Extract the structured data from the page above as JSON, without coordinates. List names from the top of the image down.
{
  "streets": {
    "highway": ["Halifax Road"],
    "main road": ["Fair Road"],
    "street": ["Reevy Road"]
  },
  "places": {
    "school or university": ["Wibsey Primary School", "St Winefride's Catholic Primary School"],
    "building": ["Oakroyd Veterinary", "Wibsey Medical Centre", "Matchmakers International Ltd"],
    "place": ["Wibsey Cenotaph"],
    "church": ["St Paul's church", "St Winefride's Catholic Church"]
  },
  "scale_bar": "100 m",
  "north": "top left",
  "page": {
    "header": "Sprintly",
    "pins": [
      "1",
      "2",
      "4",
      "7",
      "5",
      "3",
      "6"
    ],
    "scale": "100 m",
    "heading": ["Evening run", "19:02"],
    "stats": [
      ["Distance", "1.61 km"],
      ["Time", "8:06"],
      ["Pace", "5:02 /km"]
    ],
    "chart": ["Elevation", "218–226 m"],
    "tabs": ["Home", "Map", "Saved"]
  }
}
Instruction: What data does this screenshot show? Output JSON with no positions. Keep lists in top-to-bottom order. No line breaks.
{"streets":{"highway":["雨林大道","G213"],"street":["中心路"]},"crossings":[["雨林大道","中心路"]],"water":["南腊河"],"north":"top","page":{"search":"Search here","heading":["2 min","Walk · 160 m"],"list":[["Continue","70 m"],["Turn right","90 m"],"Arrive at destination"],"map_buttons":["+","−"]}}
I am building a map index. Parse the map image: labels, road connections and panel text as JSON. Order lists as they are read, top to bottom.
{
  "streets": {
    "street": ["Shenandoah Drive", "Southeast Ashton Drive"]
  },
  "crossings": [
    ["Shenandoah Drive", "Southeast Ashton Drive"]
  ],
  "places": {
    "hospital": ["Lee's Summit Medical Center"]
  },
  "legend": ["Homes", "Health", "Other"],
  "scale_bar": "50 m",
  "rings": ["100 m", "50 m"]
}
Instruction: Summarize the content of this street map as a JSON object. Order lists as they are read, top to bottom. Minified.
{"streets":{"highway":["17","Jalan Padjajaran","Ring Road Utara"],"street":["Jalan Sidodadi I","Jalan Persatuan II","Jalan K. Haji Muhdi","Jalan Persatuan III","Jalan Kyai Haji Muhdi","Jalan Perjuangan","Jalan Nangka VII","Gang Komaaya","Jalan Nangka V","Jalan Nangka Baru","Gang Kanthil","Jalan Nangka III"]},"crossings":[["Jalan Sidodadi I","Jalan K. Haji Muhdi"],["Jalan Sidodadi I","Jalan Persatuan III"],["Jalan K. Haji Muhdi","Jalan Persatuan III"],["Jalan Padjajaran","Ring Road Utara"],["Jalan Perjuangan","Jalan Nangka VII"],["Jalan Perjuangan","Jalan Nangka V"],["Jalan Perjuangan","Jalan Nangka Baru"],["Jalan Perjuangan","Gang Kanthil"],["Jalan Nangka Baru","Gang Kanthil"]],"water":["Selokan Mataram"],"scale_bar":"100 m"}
▬▬▬▬▬▬
## ACTIVITY
Print the full listing verbatim. Leave nothing out.

## REPLY TO THE TASK
Extract the structured data from the page above as JSON, without coordinates. List names from the top of the image down.
{
  "streets": {
    "highway": ["Halifax Road"],
    "main road": ["Fair Road"],
    "street": ["Reevy Road"]
  },
  "places": {
    "school or university": ["Wibsey Primary School", "St Winefride's Catholic Primary School"],
    "building": ["Oakroyd Veterinary", "Wibsey Medical Centre", "Matchmakers International Ltd"],
    "place": ["Wibsey Cenotaph"],
    "church": ["St Paul's church", "St Winefride's Catholic Church"]
  },
  "scale_bar": "100 m",
  "north": "top left",
  "page": {
    "header": "Sprintly",
    "pins": [
      "1",
      "2",
      "4",
      "7",
      "5",
      "3",
      "6"
    ],
    "scale": "100 m",
    "heading": ["Evening run", "19:02"],
    "stats": [
      ["Distance", "1.61 km"],
      ["Time", "8:06"],
      ["Pace", "5:02 /km"]
    ],
    "chart": ["Elevation", "218–226 m"],
    "tabs": ["Home", "Map", "Saved"]
  }
}
Instruction: What data does this screenshot show? Output JSON with no positions. Keep lists in top-to-bottom order. No line breaks.
{"streets":{"highway":["雨林大道","G213"],"street":["中心路"]},"crossings":[["雨林大道","中心路"]],"water":["南腊河"],"north":"top","page":{"search":"Search here","heading":["2 min","Walk · 160 m"],"list":[["Continue","70 m"],["Turn right","90 m"],"Arrive at destination"],"map_buttons":["+","−"]}}
I am building a map index. Parse the map image: labels, road connections and panel text as JSON. Order lists as they are read, top to bottom.
{
  "streets": {
    "street": ["Shenandoah Drive", "Southeast Ashton Drive"]
  },
  "crossings": [
    ["Shenandoah Drive", "Southeast Ashton Drive"]
  ],
  "places": {
    "hospital": ["Lee's Summit Medical Center"]
  },
  "legend": ["Homes", "Health", "Other"],
  "scale_bar": "50 m",
  "rings": ["100 m", "50 m"]
}
Instruction: Summarize the content of this street map as a JSON object. Order lists as they are read, top to bottom. Minified.
{"streets":{"highway":["17","Jalan Padjajaran","Ring Road Utara"],"street":["Jalan Sidodadi I","Jalan Persatuan II","Jalan K. Haji Muhdi","Jalan Persatuan III","Jalan Kyai Haji Muhdi","Jalan Perjuangan","Jalan Nangka VII","Gang Komaaya","Jalan Nangka V","Jalan Nangka Baru","Gang Kanthil","Jalan Nangka III"]},"crossings":[["Jalan Sidodadi I","Jalan K. Haji Muhdi"],["Jalan Sidodadi I","Jalan Persatuan III"],["Jalan K. Haji Muhdi","Jalan Persatuan III"],["Jalan Padjajaran","Ring Road Utara"],["Jalan Perjuangan","Jalan Nangka VII"],["Jalan Perjuangan","Jalan Nangka V"],["Jalan Perjuangan","Jalan Nangka Baru"],["Jalan Perjuangan","Gang Kanthil"],["Jalan Nangka Baru","Gang Kanthil"]],"water":["Selokan Mataram"],"scale_bar":"100 m"}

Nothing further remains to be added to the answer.